# TASK TO COMPLETE
Output all entries precisely and leave out the pictures.

Segment Open

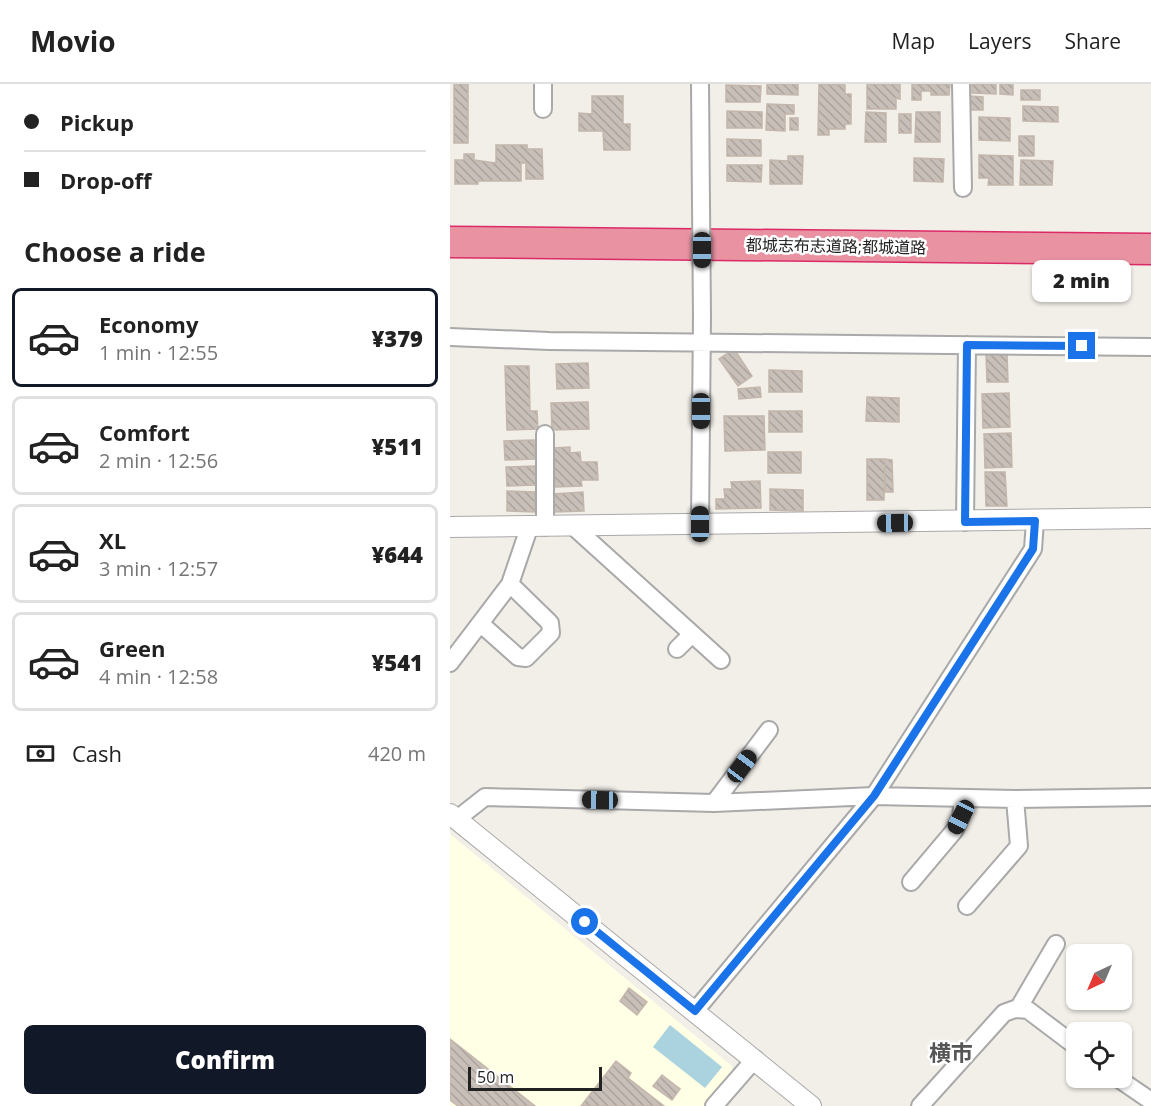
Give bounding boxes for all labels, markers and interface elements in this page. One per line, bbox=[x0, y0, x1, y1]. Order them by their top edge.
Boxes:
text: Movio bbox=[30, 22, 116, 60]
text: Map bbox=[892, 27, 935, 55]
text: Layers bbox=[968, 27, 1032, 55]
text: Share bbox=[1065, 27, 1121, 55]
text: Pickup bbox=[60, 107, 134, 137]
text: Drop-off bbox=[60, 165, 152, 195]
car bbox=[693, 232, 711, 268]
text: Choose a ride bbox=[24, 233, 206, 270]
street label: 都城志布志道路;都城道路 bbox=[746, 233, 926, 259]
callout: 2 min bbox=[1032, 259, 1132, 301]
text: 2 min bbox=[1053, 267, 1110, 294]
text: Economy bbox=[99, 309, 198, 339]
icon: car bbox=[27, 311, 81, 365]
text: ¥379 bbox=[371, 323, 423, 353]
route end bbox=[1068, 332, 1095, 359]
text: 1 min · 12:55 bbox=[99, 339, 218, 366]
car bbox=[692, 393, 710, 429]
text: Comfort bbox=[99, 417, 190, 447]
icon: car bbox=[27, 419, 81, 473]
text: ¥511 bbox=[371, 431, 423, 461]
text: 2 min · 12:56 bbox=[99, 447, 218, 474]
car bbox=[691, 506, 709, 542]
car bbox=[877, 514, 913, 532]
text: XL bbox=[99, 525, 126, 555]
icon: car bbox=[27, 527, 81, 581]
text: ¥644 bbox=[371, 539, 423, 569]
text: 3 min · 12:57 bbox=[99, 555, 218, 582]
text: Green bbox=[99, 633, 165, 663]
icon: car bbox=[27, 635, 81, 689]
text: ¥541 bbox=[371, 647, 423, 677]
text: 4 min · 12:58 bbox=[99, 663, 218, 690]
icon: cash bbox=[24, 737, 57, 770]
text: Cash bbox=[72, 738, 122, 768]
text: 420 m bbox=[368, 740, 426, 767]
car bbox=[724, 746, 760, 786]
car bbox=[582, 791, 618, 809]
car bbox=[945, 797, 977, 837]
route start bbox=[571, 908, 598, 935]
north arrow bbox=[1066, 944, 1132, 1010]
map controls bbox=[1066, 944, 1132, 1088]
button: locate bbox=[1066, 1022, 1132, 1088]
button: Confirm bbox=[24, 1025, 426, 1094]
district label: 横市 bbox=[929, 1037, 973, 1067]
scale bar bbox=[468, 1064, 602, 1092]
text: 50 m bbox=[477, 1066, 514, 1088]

Segment Closed

# RESPONSE FOR THIS EXERCISE
Give bounding boxes for all labels, markers and interface elements in this page. One per line, bbox=[x0, y0, x1, y1]. Order them by their top edge.
Boxes:
text: Movio bbox=[30, 22, 116, 60]
text: Map bbox=[892, 27, 935, 55]
text: Layers bbox=[968, 27, 1032, 55]
text: Share bbox=[1065, 27, 1121, 55]
text: Pickup bbox=[60, 107, 134, 137]
text: Drop-off bbox=[60, 165, 152, 195]
car bbox=[693, 232, 711, 268]
text: Choose a ride bbox=[24, 233, 206, 270]
street label: 都城志布志道路;都城道路 bbox=[746, 233, 926, 259]
callout: 2 min bbox=[1032, 259, 1132, 301]
text: 2 min bbox=[1053, 267, 1110, 294]
text: Economy bbox=[99, 309, 198, 339]
icon: car bbox=[27, 311, 81, 365]
text: ¥379 bbox=[371, 323, 423, 353]
route end bbox=[1068, 332, 1095, 359]
text: 1 min · 12:55 bbox=[99, 339, 218, 366]
car bbox=[692, 393, 710, 429]
text: Comfort bbox=[99, 417, 190, 447]
icon: car bbox=[27, 419, 81, 473]
text: ¥511 bbox=[371, 431, 423, 461]
text: 2 min · 12:56 bbox=[99, 447, 218, 474]
car bbox=[691, 506, 709, 542]
car bbox=[877, 514, 913, 532]
text: XL bbox=[99, 525, 126, 555]
icon: car bbox=[27, 527, 81, 581]
text: ¥644 bbox=[371, 539, 423, 569]
text: 3 min · 12:57 bbox=[99, 555, 218, 582]
text: Green bbox=[99, 633, 165, 663]
icon: car bbox=[27, 635, 81, 689]
text: ¥541 bbox=[371, 647, 423, 677]
text: 4 min · 12:58 bbox=[99, 663, 218, 690]
icon: cash bbox=[24, 737, 57, 770]
text: Cash bbox=[72, 738, 122, 768]
text: 420 m bbox=[368, 740, 426, 767]
car bbox=[724, 746, 760, 786]
car bbox=[582, 791, 618, 809]
car bbox=[945, 797, 977, 837]
route start bbox=[571, 908, 598, 935]
north arrow bbox=[1066, 944, 1132, 1010]
map controls bbox=[1066, 944, 1132, 1088]
button: locate bbox=[1066, 1022, 1132, 1088]
button: Confirm bbox=[24, 1025, 426, 1094]
district label: 横市 bbox=[929, 1037, 973, 1067]
scale bar bbox=[468, 1064, 602, 1092]
text: 50 m bbox=[477, 1066, 514, 1088]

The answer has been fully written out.